Hello everyone, I'm in the early stage of my Kedr...
# beginners-need-help
u
Hello everyone, I'm in the early stage of my Kedro understanding and I am wondering what the best practice is for visualising data? Typically when using notebooks I'll use packages like matplotlib and seaborn but I'm not entirely sure how they fit into the Kedro workflow? Any advice would be appreciated! Thank you, Lawrence
a
This is a great question! There's a few parts to the answer: * there's a set of
kedro jupyter
commands that can be used to launch a jupyter notebook that has useful kedro functionality already enabled (like being able to load up datasets): https://kedro.readthedocs.io/en/stable/tools_integration/ipython.html.

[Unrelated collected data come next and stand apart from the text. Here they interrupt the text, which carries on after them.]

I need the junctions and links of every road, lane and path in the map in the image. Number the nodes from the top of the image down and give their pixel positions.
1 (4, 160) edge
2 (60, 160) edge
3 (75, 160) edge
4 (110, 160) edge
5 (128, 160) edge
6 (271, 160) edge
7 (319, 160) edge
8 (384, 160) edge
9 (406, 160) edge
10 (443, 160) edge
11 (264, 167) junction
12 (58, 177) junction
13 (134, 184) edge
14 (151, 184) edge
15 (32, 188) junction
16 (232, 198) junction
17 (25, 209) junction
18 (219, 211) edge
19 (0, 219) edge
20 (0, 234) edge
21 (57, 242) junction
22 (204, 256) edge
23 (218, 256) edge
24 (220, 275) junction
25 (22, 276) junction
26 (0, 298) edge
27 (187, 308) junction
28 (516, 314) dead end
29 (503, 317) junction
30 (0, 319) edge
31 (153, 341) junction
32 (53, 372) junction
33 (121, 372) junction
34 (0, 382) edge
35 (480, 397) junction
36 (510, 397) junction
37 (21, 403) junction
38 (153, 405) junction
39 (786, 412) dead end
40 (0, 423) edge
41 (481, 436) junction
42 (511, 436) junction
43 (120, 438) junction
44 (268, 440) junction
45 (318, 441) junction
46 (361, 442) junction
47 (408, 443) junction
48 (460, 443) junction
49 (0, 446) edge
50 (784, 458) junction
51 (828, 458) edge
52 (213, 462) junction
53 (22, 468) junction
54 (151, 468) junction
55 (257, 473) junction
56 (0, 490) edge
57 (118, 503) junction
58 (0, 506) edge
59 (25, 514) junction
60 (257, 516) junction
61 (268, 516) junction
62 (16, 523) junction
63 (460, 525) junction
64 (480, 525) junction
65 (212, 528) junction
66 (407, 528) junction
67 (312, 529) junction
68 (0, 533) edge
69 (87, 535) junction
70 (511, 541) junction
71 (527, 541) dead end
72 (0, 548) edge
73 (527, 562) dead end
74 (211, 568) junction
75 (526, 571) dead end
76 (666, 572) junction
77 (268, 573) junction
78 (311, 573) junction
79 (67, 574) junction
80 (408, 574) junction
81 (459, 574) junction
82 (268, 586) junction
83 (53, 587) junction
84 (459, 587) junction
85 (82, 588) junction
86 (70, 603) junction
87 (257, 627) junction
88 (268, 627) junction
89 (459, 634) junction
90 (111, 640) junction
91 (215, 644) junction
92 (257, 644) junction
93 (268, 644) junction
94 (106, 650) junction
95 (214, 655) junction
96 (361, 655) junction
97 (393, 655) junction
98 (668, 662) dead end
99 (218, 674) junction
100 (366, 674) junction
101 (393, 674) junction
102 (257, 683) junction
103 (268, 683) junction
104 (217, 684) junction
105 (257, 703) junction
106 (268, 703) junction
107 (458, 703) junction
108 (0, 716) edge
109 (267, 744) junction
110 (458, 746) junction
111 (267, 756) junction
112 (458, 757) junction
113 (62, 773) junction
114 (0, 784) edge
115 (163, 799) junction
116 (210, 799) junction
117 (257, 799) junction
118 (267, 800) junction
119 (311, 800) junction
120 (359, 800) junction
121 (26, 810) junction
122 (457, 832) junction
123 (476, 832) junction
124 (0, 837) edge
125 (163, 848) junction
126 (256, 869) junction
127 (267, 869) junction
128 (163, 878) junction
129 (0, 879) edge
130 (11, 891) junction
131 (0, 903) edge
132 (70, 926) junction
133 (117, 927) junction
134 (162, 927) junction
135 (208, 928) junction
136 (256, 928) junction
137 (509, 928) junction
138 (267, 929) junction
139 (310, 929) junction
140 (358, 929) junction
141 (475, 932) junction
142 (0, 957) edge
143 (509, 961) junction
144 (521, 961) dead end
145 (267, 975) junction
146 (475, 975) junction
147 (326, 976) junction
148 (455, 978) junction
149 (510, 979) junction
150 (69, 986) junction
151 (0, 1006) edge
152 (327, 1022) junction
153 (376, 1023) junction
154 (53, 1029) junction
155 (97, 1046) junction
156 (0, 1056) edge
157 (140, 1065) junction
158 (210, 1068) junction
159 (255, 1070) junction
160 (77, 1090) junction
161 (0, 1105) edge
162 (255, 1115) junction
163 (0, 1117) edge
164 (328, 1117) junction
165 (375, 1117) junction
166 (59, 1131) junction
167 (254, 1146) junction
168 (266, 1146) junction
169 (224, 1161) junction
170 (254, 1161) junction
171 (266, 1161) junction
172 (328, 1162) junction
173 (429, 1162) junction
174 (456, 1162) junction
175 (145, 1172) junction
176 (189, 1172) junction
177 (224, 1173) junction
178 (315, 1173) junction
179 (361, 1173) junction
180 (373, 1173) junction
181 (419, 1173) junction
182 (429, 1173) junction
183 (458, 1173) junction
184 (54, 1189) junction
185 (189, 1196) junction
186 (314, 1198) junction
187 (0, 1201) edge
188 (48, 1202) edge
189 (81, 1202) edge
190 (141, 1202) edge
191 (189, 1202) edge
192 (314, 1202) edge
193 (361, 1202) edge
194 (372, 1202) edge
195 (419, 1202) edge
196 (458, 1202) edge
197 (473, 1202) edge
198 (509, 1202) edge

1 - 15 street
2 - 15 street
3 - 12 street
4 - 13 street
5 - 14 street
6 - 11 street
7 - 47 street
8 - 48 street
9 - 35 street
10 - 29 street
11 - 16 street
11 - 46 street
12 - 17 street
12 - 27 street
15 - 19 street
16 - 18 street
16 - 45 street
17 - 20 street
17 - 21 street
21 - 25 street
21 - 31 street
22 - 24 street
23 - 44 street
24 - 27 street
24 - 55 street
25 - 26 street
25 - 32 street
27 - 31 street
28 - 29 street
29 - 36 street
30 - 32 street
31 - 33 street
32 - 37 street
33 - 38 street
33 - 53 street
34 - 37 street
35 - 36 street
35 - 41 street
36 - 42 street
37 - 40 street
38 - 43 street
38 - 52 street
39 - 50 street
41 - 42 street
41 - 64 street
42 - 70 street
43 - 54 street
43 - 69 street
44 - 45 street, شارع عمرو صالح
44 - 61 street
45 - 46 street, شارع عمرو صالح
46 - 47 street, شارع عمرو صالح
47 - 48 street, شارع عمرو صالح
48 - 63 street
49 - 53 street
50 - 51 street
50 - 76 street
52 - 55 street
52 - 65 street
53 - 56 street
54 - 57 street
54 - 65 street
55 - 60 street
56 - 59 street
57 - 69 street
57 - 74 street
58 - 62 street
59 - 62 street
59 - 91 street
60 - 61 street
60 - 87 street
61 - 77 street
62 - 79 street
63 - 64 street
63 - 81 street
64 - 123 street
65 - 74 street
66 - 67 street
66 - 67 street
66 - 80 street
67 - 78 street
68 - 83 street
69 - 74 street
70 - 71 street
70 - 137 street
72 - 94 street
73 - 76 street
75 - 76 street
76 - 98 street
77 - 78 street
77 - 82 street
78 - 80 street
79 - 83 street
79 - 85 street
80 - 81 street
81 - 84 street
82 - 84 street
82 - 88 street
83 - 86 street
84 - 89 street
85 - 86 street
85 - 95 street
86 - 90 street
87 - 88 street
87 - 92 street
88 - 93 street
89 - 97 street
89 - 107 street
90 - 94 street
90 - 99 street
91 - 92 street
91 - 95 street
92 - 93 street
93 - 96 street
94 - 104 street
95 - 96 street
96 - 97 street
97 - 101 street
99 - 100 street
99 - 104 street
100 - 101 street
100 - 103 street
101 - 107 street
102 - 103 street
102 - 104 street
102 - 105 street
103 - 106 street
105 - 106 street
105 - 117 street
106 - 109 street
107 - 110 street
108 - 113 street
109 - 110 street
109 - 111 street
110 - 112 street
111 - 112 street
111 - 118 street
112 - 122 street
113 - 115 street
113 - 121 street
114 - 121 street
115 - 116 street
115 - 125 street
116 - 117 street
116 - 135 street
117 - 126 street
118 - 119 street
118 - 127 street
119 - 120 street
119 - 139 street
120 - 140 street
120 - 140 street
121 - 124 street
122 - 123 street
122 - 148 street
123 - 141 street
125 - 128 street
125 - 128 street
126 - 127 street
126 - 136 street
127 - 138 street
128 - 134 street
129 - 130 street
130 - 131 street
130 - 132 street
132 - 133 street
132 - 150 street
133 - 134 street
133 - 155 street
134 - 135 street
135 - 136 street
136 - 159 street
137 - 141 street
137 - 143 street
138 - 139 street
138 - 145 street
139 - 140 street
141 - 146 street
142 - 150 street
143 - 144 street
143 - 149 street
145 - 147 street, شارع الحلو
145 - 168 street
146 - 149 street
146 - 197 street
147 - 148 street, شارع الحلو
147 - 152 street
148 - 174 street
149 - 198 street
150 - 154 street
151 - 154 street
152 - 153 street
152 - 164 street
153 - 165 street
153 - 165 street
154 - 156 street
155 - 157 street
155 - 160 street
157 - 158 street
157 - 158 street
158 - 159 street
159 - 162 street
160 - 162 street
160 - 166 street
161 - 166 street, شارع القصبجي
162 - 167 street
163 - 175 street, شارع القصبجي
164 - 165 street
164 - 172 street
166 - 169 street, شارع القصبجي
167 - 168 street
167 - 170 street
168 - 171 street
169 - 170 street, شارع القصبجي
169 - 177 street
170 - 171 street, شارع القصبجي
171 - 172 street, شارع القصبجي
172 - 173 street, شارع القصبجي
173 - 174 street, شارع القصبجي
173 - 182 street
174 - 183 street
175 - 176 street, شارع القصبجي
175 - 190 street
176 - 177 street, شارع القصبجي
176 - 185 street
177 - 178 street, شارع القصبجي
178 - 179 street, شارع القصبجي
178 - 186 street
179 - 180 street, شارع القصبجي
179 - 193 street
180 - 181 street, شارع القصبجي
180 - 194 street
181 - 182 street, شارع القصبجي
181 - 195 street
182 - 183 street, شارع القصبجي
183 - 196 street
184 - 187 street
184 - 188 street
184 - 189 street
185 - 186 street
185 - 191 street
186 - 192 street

And within a notebook you can do all your usual work with seaborn etc. * there's particular dataset types that handle plots, e.g.
MatplotlibWriterDataSet
(also handles seaborn and other libraries built on top of MPL) and
PlotlyDataSet
. So it's very common to generate a plot and then save it as a file using these * these datasets can also be shown when you explore your pipeline on kedro-viz: https://kedro.readthedocs.io/en/stable/tutorial/visualise_pipeline.html#visualise-plotly-charts-in-kedro-viz. Check https://demo.kedro.org/ and click on "Price histogram" if you want an example. * in the future you should be able to see them in experiment tracking also, so you can compare graphs from different pipelien runs: https://kedro.readthedocs.io/en/stable/tutorial/set_up_experiment_tracking.html FYI @tynan
u
Thank you! This was very helpful! I had figured out about the jupyter notebooks but it seemed sort of against the Kedro workflow of moving everything to a more production type system (out of Jupyter). I'd not discovered the graphical datasets though, so that is what I shall use going forward! Thanks again for your help! 😀